- **HOW TO COMPLETE THIS TASK**:
Each line of the data below that includes the string "road" must be copied.

Items from a dataset:
== Segment start ==

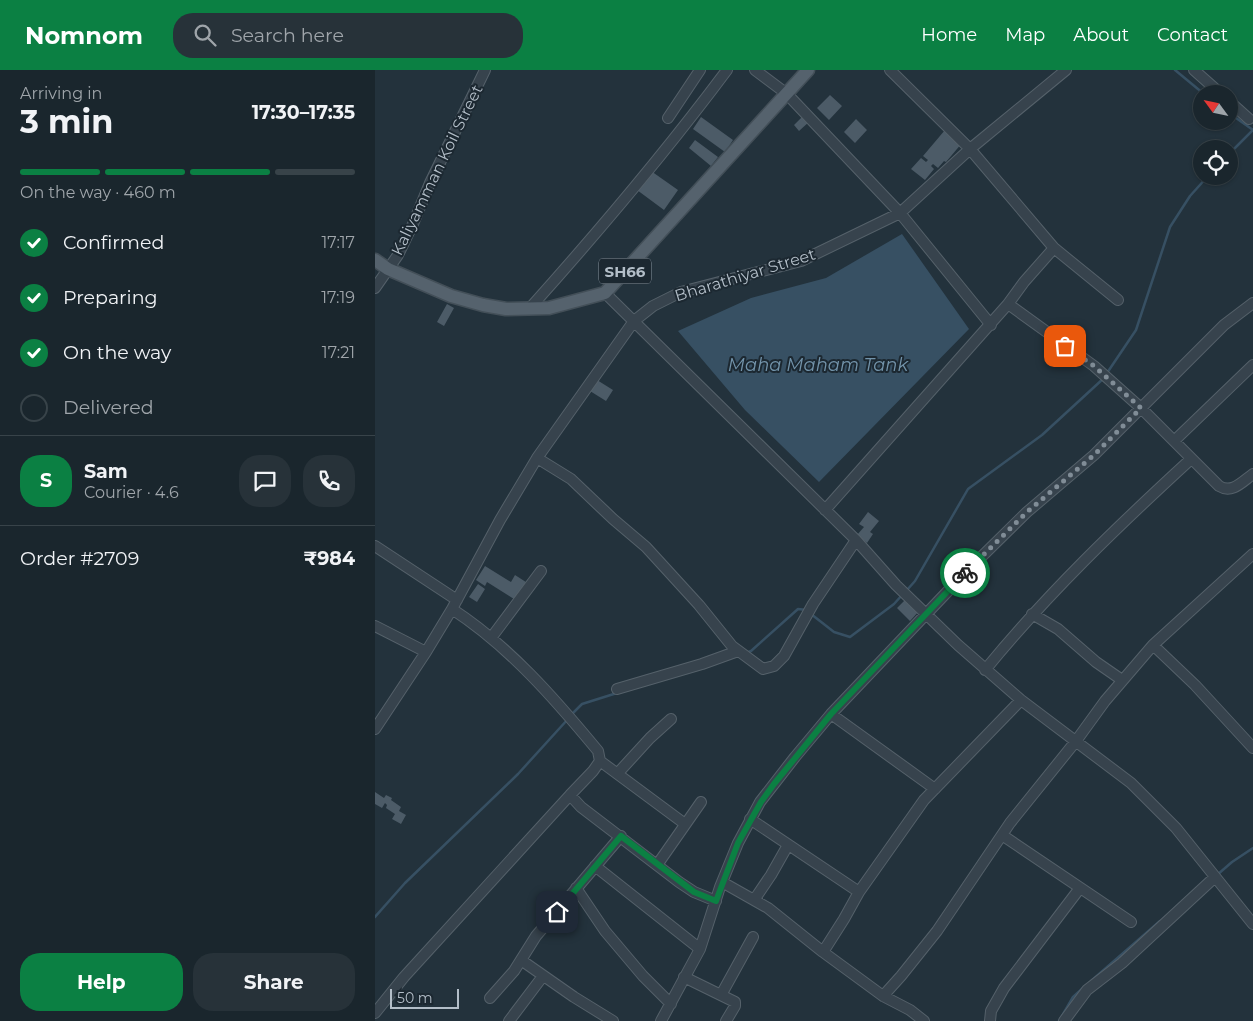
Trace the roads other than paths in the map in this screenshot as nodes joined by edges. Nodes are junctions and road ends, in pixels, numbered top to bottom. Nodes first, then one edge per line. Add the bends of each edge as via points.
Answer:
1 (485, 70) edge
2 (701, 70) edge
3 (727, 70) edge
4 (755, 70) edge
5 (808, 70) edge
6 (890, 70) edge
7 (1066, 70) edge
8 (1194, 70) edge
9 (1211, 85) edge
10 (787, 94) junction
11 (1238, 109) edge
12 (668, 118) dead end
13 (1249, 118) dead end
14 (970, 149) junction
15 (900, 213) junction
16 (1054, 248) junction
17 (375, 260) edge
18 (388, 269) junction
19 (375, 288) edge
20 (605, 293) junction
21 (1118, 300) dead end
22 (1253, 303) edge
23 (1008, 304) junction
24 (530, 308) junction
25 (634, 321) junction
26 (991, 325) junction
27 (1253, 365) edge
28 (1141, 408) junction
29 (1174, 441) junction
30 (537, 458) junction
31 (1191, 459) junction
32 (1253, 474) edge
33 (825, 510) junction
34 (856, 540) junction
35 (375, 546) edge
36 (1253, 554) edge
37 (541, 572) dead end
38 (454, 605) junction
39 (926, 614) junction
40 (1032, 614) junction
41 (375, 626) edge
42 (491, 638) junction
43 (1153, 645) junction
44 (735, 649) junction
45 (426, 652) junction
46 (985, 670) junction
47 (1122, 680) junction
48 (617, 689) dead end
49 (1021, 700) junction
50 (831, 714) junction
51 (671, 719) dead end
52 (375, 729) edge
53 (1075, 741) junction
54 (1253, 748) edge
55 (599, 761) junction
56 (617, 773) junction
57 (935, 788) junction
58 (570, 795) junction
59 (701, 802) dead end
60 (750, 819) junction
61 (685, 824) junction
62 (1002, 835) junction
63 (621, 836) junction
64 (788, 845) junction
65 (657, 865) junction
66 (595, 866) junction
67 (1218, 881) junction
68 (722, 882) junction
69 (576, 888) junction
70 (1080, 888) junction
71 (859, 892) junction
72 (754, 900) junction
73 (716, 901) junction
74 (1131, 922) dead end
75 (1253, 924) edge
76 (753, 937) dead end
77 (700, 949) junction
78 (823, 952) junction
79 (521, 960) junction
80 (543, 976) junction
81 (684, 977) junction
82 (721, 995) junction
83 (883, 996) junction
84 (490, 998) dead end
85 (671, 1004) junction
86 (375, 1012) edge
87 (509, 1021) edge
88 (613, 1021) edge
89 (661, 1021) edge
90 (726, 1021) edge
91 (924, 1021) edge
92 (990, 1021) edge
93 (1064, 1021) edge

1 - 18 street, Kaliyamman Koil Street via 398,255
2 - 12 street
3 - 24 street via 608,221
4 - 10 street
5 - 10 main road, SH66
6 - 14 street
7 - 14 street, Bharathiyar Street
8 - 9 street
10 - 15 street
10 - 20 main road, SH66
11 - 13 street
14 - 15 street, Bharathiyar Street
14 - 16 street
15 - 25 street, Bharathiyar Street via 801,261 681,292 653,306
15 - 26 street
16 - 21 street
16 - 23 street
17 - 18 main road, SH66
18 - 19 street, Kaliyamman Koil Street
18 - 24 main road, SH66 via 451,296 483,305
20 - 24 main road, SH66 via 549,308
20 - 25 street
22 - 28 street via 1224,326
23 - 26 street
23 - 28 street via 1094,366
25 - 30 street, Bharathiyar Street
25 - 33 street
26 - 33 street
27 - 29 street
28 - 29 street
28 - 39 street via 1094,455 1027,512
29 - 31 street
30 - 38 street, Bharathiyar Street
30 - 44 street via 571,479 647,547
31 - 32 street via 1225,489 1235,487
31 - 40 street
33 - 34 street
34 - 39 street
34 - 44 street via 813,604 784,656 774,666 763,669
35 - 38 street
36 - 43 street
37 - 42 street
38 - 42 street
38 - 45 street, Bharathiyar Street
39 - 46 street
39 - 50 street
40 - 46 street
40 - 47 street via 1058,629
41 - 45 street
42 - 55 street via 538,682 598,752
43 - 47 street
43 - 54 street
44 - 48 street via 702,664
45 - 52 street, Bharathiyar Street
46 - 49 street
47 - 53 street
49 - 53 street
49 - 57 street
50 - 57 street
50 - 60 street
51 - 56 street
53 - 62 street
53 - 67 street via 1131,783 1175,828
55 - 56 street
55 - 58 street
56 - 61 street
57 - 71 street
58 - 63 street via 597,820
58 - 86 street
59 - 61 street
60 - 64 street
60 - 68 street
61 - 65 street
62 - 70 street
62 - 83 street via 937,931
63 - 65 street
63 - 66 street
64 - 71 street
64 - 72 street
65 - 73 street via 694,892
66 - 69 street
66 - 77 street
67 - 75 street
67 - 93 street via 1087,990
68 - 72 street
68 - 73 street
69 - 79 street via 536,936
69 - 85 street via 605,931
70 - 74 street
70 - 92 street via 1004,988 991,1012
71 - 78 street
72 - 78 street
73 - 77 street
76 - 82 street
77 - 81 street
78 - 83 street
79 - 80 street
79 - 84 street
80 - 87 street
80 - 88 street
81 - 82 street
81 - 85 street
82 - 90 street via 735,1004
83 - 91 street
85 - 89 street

== Segment end ==

- **TASK RESULT**:
Trace the roads other than paths in the map in this screenshot as nodes joined by edges. Nodes are junctions and road ends, in pixels, numbered top to bottom. Nodes first, then one edge per line. Add the bends of each edge as via points.
5 - 10 main road, SH66
10 - 20 main road, SH66
17 - 18 main road, SH66
18 - 24 main road, SH66 via 451,296 483,305
20 - 24 main road, SH66 via 549,308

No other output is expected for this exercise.